これを見た私は、「赤瀬川原平の宇宙の罐詰じゃん...!!」と思いました。

(こういう作品です↑)

そこから「九月っていう芸人さん、動画メディア時代の赤瀬川原平なのかもしれない...」とその思考回路の行く末が気になって動画を見るうちに別の温かさに浸ってふやけて、今に至ります。きっかけはこのように発想や着眼点の面白さに惹かれたからですが、それからコントを拝見し続け、ピュアさとピュアゆえの闇落ち具合に元気をもらっているので、こうやって誰かにおすすめしたいと思うまでになったわけです。

ちなみに少し前になりますが、ライブも観覧したことがあります。ライブは、小さい箱だからこその "共犯関係" 感覚を味わえていいですね。


◆お笑いに馴染みがなかったのにハマった理由

九月さんのコントは、世界の見方を揺さぶられるのと同時に、決して人をバカにしないのが好きなんですよね。"好き嫌い" を明確に表現することはあっても、嫌い=貶めることには繋げない姿勢が良いです。実際、Youtube九月劇場でよく見返すコント作品を並べてみると、そこには「生きざまをまるごと肯定する」ようなメッセージを感じることが多いです。

たいがいの九月劇場コントの登場人物は、変人。変であることを自覚しないくらいになにかに夢中な人、変さを自覚して「ごめんなさい」を繰り返す人、開き直っている人、と様々です。自意識か、好奇心か、夢想癖か、受け入れられたさか、なにかが振り切れています。

個人的にはそういう常識の外にあるふるまいや表現が大好きなのですが、突飛さとか理解出来なさって恐怖にも感じられるものです。九月さんのコントではその変さをむやみに擁護するわけでも嘲笑するわけでもなく、まっすぐプレーンな受け止め方をしているのが、「自分ってちょっとズレてるのかな」「どうも期待された通りにふるまえなくって、私ってダメだな...」と思ってしまう人にとって、ライナスの毛布みたいにはたらくんですかね。

それと同時に、逸脱した相手に戸惑いながらもなんとか寄り添おうと苦心するキャラクターも頻繁に描かれています。自分の普通の感覚を疑うくらいに相手の変さを浴びてついついツッコミを入れながら、自分もまたズレてゆく愛おしき登場人物たち...。

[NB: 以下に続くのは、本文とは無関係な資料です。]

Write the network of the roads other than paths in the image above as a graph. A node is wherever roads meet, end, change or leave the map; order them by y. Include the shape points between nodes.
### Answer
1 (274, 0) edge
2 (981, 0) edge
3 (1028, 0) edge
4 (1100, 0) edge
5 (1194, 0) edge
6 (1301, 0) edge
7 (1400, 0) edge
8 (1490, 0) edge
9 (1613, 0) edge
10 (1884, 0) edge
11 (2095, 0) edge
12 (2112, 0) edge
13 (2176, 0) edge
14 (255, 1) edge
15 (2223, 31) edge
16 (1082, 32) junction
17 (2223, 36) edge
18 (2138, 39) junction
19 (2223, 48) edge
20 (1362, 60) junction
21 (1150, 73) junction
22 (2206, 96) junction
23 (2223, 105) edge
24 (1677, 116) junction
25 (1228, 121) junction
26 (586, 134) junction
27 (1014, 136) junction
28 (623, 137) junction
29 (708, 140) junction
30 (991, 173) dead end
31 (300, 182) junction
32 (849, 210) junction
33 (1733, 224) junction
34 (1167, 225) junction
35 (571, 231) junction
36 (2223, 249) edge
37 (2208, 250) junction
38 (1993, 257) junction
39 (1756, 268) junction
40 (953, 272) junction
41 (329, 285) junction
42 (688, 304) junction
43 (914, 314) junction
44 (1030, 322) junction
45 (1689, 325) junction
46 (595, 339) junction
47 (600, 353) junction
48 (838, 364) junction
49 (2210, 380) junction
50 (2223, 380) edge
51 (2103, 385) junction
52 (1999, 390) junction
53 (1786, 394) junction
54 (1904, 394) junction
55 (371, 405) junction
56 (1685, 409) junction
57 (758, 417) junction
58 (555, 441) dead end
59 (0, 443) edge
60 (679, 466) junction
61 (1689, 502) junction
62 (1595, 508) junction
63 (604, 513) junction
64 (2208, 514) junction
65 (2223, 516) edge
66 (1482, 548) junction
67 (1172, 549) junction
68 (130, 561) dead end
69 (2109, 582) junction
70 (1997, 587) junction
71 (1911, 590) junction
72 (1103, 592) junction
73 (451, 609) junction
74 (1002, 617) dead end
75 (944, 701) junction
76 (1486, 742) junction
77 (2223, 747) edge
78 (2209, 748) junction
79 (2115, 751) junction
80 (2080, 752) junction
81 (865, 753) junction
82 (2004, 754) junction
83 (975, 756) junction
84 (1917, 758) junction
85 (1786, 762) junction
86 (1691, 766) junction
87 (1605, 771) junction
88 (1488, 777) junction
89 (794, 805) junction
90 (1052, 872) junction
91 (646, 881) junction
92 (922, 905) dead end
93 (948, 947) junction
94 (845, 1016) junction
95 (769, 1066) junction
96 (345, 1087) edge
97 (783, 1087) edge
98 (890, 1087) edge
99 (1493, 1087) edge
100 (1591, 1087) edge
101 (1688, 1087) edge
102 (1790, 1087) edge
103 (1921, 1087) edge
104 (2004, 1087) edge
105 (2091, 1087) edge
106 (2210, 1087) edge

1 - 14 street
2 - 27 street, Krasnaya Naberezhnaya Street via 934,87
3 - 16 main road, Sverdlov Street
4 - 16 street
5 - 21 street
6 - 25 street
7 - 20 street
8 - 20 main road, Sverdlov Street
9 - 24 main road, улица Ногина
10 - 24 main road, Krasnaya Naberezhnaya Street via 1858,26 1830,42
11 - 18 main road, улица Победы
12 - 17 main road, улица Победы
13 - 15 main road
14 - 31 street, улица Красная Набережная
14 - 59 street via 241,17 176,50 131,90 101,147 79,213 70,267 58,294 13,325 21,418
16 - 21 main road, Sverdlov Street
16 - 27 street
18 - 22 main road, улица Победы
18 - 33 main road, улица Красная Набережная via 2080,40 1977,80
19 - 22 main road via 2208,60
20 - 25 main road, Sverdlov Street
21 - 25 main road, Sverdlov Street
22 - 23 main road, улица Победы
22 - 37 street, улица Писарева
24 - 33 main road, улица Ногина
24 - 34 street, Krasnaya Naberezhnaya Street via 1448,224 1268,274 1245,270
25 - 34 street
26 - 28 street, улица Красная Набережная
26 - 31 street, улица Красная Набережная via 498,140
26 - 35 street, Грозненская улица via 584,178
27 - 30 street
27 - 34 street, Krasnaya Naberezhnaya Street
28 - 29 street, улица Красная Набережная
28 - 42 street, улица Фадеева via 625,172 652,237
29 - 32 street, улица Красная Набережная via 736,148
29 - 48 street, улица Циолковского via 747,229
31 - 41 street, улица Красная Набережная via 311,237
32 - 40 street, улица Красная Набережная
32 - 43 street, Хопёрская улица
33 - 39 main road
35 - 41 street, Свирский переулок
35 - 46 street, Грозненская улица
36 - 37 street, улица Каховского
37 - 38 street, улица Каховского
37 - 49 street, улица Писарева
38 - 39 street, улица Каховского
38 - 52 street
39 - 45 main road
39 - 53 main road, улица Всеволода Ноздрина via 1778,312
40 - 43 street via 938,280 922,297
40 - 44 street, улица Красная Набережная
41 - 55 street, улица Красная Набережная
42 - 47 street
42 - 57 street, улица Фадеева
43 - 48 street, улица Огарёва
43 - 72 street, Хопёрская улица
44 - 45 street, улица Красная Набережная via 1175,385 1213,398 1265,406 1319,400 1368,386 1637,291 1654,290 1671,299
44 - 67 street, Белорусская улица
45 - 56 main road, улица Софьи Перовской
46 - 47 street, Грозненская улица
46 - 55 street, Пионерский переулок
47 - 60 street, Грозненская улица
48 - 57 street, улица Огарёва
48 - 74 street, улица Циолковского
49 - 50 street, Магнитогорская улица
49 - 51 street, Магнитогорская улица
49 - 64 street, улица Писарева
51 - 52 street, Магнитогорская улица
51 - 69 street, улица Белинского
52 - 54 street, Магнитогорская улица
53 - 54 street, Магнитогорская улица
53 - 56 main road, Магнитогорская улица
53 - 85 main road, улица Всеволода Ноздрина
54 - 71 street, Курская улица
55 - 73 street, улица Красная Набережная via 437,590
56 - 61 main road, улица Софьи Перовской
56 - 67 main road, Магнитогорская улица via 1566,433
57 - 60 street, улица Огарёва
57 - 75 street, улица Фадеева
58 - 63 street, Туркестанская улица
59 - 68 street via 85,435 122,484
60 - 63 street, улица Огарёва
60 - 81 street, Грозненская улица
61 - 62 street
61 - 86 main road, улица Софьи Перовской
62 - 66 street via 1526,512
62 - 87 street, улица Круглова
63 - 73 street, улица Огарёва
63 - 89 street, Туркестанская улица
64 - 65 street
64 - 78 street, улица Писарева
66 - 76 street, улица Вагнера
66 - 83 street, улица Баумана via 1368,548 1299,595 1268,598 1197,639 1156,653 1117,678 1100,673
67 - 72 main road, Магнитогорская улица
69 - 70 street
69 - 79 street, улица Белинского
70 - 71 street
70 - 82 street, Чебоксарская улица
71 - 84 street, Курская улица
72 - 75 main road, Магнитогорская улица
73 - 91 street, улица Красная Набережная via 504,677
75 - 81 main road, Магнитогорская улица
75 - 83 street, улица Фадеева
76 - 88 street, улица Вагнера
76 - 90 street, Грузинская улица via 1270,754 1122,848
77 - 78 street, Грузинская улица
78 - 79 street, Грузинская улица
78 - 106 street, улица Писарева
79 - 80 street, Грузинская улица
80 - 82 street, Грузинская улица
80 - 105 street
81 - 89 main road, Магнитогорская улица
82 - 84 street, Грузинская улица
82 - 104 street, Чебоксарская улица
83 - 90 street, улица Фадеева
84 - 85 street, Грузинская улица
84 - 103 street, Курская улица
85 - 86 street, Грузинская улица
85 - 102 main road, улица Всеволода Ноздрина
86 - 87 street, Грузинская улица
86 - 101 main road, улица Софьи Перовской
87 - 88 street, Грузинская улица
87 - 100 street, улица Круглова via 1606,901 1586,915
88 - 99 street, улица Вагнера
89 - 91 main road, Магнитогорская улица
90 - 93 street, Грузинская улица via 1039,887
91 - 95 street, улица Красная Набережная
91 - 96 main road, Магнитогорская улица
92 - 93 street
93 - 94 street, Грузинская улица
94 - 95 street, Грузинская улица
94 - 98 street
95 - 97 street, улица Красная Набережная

それを愉快なフィクションとして楽しめるって、私の世界の中にこれまでなかったタイプの娯楽でした。むしろ『お笑い=他者を笑う=馬鹿にする』みたいに思って育ってきたので、新鮮でした。

自分が自分の志向に基づいて動くと奇異の目で見られてしまう。ヘタしたら大事に思っている人が離れていってしまう。そんな経験をするのは怖いです。目の前の相手が引き笑いしたりその場をやり過ごしたいがゆえの虚飾の言葉を並べているのをみると、真綿で首を絞められるように感じます。それはとても悲しく苦しいことなので、一様な価値基準にすがり付き安心感を得るようなふるまいをして、私も生きてきました。だから、変人が跋扈する素晴らしき世界と、「いや、それ変だろ!」というツッコミをいれながらも、その根底には関係性を紡ぎあいたい・わかり合いたいという動機がある人しかでてこない九月さんのコントは癒しになります。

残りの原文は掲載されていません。